VirtuosoNet is a state-of-the-art neural network for expressive piano performance generation. The model relies on a complex hierarchical attention and recurrent neural network (RNN) based architecture, variational autoencoder (VAE) learning, and a multilevel loss function. The aim of this project is both reimplementing of the model in our framework for symbolic music processing (partitura, Basis Mixer) in a clean and testable fashion as well as conducting ablation studies concerning the major architectural building blocks of this model.

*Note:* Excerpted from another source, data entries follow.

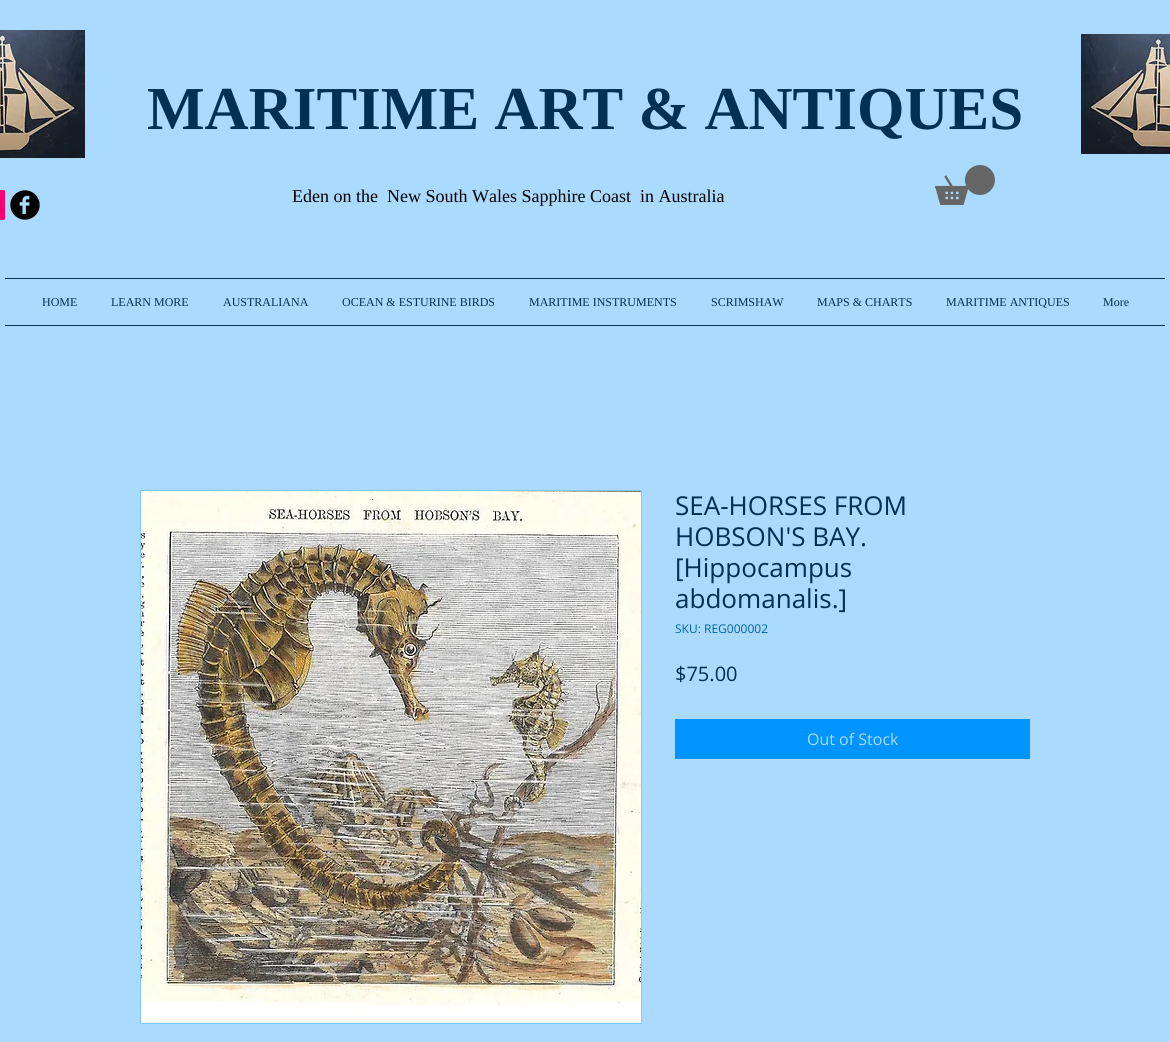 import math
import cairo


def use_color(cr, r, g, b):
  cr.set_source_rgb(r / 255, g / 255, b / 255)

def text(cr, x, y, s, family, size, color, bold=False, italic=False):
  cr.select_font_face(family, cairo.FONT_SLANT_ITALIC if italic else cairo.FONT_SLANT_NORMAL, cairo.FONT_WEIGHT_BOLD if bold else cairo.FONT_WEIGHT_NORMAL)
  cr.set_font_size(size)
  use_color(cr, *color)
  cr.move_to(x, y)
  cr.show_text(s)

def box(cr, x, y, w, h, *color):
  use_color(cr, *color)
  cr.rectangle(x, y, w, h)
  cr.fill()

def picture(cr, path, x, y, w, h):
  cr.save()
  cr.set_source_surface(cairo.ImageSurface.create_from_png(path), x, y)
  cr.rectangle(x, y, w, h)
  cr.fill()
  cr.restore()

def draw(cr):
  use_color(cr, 170, 219, 255)
  cr.paint()
  picture(cr, "img_01.png", 0, 30, 85, 128)
  picture(cr, "img_02.png", 1081, 34, 89, 120)
  picture(cr, "img_03.png", 0, 190, 5, 30)
  picture(cr, "img_04.png", 10, 190, 30, 30)
  picture(cr, "img_05.png", 935, 165, 60, 40)
  box(cr, 5, 278, 1160, 1, 0, 49, 84)
  box(cr, 5, 325, 1160, 1, 0, 49, 84)
  cr.rectangle(140.5, 490.5, 501, 533)
  use_color(cr, 127, 201, 255)
  cr.set_line_width(1)
  cr.stroke()
  picture(cr, "img_06.png", 141, 491, 500, 532)
  box(cr, 675, 719, 355, 40, 0, 148, 255)
  text(cr, 147, 129, "MARITIME ART & ANTIQUES", "Liberation Serif", 61, (0, 49, 84), bold=True)
  text(cr, 292, 202, "Eden on the  New South Wales Sapphire Coast  in Australia", "Liberation Serif", 18, (0, 0, 0))
  text(cr, 42, 306, "HOME", "Liberation Serif", 12, (0, 49, 84))
  text(cr, 111, 306, "LEARN MORE", "Liberation Serif", 12, (0, 49, 84))
  text(cr, 223, 306, "AUSTRALIANA", "Liberation Serif", 12, (0, 49, 84))
  text(cr, 342, 306, "OCEAN & ESTURINE BIRDS", "Liberation Serif", 12, (0, 49, 84))
  text(cr, 529, 306, "MARITIME INSTRUMENTS", "Liberation Serif", 12, (0, 49, 84))
  text(cr, 711, 306, "SCRIMSHAW", "Liberation Serif", 12, (0, 49, 84))
  text(cr, 817, 306, "MAPS & CHARTS", "Liberation Serif", 12, (0, 49, 84))
  text(cr, 946, 306, "MARITIME ANTIQUES", "Liberation Serif", 12, (0, 49, 84))
  text(cr, 1103, 306, "More", "Liberation Serif", 12, (0, 49, 84))
  text(cr, 675, 515, "SEA-HORSES FROM", "Open Sans", 26, (0, 49, 84))
  text(cr, 675, 546, "HOBSON'S BAY.", "Open Sans", 26, (0, 49, 84))
  text(cr, 675, 577, "[Hippocampus", "Open Sans", 26, (0, 49, 84))
  text(cr, 675, 608, "abdomanalis.]", "Open Sans", 26, (0, 49, 84))
  text(cr, 675, 633, "SKU: REG000002", "Open Sans", 12, (0, 99, 169))
  text(cr, 675, 681, "$75.00", "Open Sans", 20, (0, 49, 84))
  text(cr, 807, 745, "Out of Stock", "Open Sans", 16, (170, 219, 255))


surface = cairo.ImageSurface(cairo.FORMAT_RGB24, 1170, 1042)
cr = cairo.Context(surface)
options = cairo.FontOptions()
options.set_hint_metrics(cairo.HINT_METRICS_OFF)
options.set_hint_style(cairo.HINT_STYLE_NONE)
cr.set_font_options(options)
cr.set_miter_limit(4)
draw(cr)
surface.write_to_png("out.png")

paper: http://archives.ismir.net/ismir2019/paper/000112.pdf

repo:  https://github.com/jdasam/virtuosoNet

Keywords: Deep Learning, VAE, Ablation study, Models of Expressive Performance

  • Transformer Models for Expressive Performance Generation

Description: Transformers are neural networks for sequence processing based entirely on an attention mechanism and discarding any recurrent neural network (RNN) based structure. This makes them an interesting and novel candidate for expressive piano performance generation. This project aims at implementing, testing, and developing a transformer-based model for expressive performance in our framework for symbolic music processing (partitura, Basis Mixer) in a clean and reusable fashion.

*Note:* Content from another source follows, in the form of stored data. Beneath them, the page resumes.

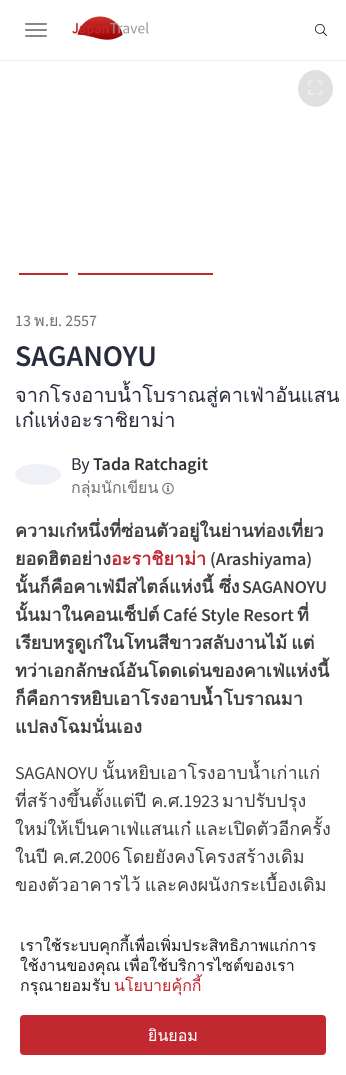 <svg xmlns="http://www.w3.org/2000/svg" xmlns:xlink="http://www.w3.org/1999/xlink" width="346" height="1075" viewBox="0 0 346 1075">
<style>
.cls-1{font:16px Source Sans Pro;fill:#737373}
.cls-2{font:16px Loma;fill:#737373}
.cls-3{font:600 30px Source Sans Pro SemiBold;fill:#292c3d}
.cls-4{font:20px Loma;fill:#292c3d}
.cls-5{font:18px Source Sans Pro;fill:#292c3d}
.cls-6{font:600 18px Source Sans Pro SemiBold;fill:#333333}
.cls-7{font:bold 18px Loma;fill:#404040}
.cls-8{font:bold 18px Loma;fill:#c1282f}
.cls-9{font:600 18px Source Sans Pro SemiBold;fill:#404040}
.cls-10{font:18px Source Sans Pro;fill:#404040}
.cls-11{font:18px Loma;fill:#404040}
.cls-12{font:16px Loma;fill:#222222}
.cls-13{font:16px Loma;fill:#c1282f}
.cls-14{font:16px Loma;fill:#ffffff}
</style>
<rect width="100%" height="100%" fill="#ffffff"/>
<rect fill="#edf0f4" x="0" y="60" width="346" height="1"/>
<rect fill="#888888" x="25" y="23" width="22" height="2" rx="1"/>
<rect fill="#888888" x="25" y="29" width="22" height="2" rx="1"/>
<rect fill="#888888" x="25" y="35" width="22" height="2" rx="1"/>
<image xlink:href="image0.png" x="72" y="16" width="77" height="24"/>
<image xlink:href="image1.png" x="315" y="24" width="12" height="12"/>
<ellipse fill="#e0e0e0" cx="315.5" cy="88.5" rx="17.5" ry="18.5"/>
<image xlink:href="image2.png" x="308" y="80" width="15" height="15"/>
<rect fill="#c1282f" x="19" y="273" width="49" height="2"/>
<rect fill="#c1282f" x="78" y="273" width="135" height="2"/>
<ellipse fill="#eff1f6" cx="38" cy="474.5" rx="23" ry="10.5"/>
<image xlink:href="image3.png" x="162" y="482" width="12" height="13"/>
<rect fill="#c1282f" x="20" y="1015" width="306" height="40" rx="4"/>
<text class="cls-1" x="15" y="326">13</text>
<text class="cls-2" x="34" y="326">พ</text>
<text class="cls-1" x="45" y="326">.</text>
<text class="cls-2" x="49" y="326">ย</text>
<text class="cls-1" x="58" y="326">. 2557</text>
<text class="cls-3" x="15" y="366">SAGANOYU</text>
<text class="cls-4"><tspan x="15" y="402">จากโรงอาบน้ำโบราณสู่คาเฟ่าอันแสน</tspan><tspan x="15" y="427">เก๋แห่งอะราชิยาม่า</tspan></text>
<text class="cls-5" x="71" y="470">By</text>
<text class="cls-6" x="93" y="470">Tada Ratchagit</text>
<text class="cls-2" x="71" y="493">กลุ่มนักเขียน</text>
<text class="cls-7"><tspan x="15" y="537">ความเก๋หนึ่งที่ซ่อนตัวอยู่ในย่านท่องเที่ยว</tspan><tspan x="15" y="565">ยอดฮิตอย่าง</tspan></text>
<text class="cls-8" x="111" y="565">อะราชิยาม่า</text>
<text class="cls-9" x="210" y="565">(Arashiyama)</text>
<text class="cls-7" x="15" y="593" word-spacing="-1">นั้นก็คือคาเฟ่มีสไตล์แห่งนี้ ซึ่ง</text>
<text class="cls-9" x="242" y="593">SAGANOYU</text>
<text class="cls-7" x="15" y="621">นั้นมาในคอนเซ็ปต์</text>
<text class="cls-9" x="163" y="621">Café Style Resort</text>
<text class="cls-7" x="297" y="621">ที่</text>
<text class="cls-7"><tspan x="15" y="649" word-spacing="-2">เรียบหรูดูเก๋ในโทนสีขาวสลับงานไม้ แต่</tspan><tspan x="15" y="677">ทว่าเอกลักษณ์อันโดดเด่นของคาเฟ่แห่งนี้</tspan><tspan x="15" y="705">ก็คือการหยิบเอาโรงอาบน้ำโบราณมา</tspan><tspan x="15" y="733">แปลงโฉมนั่นเอง</tspan></text>
<text class="cls-10" x="15" y="779">SAGANOYU</text>
<text class="cls-11" x="102" y="779">นั้นหยิบเอาโรงอาบน้ำเก่าแก่</text>
<text class="cls-11" x="15" y="807" word-spacing="-1">ที่สร้างขึ้นตั้งแต่ปี ค</text>
<text class="cls-10" x="163" y="807">.</text>
<text class="cls-11" x="168" y="807">ศ</text>
<text class="cls-10" x="179" y="807">.1923</text>
<text class="cls-11" x="222" y="807">มาปรับปรุง</text>
<text class="cls-11"><tspan x="15" y="835" word-spacing="-2">ใหม่ให้เป็นคาเฟ่แสนเก๋ และเปิดตัวอีกครั้ง</tspan><tspan x="15" y="863" word-spacing="-1">ในปี ค</tspan></text>
<text class="cls-10" x="64" y="863">.</text>
<text class="cls-11" x="69" y="863">ศ</text>
<text class="cls-10" x="80" y="863">.2006</text>
<text class="cls-11" x="123" y="863">โดยยังคงโครงสร้างเดิม</text>
<text class="cls-11" x="15" y="891" word-spacing="-2">ของตัวอาคารไว้ และคงผนังกระเบื้องเดิม</text>
<text class="cls-12"><tspan x="20" y="951">เราใช้ระบบคุกกี้เพื่อเพิ่มประสิทธิภาพแก่การ</tspan><tspan x="20" y="971" word-spacing="-2">ใช้งานของคุณ เพื่อใช้บริการไซต์ของเรา</tspan><tspan x="20" y="991">กรุณายอมรับ</tspan></text>
<text class="cls-13" x="114" y="991">นโยบายคุ้กกี้</text>
<text class="cls-14" x="148" y="1041">ยินยอม</text>
</svg>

paper: https://arxiv.org/pdf/1706.03762.pdf

Keywords: Deep Learning, Transformer, Models of Expressive Performance

  • Temporal Convolutional Network (“Wavenet”) based Expressive Performance Generation

Description: Temporal convolutional networks (TCN) are sequence-processing convolutional neural networks (CNN) using dilated convolutions with hierarchically increasing receptive fields. Sometimes called Wavenets after their first model in audio processing they discard any recurrent neural network (RNN) based structure. This makes them an interesting and novel candidate for expressive piano performance generation. This project aims at implementing, testing, and developing a TCN-based model for expressive performance in our framework for symbolic music processing (partitura, Basis Mixer) in a clean and reusable fashion.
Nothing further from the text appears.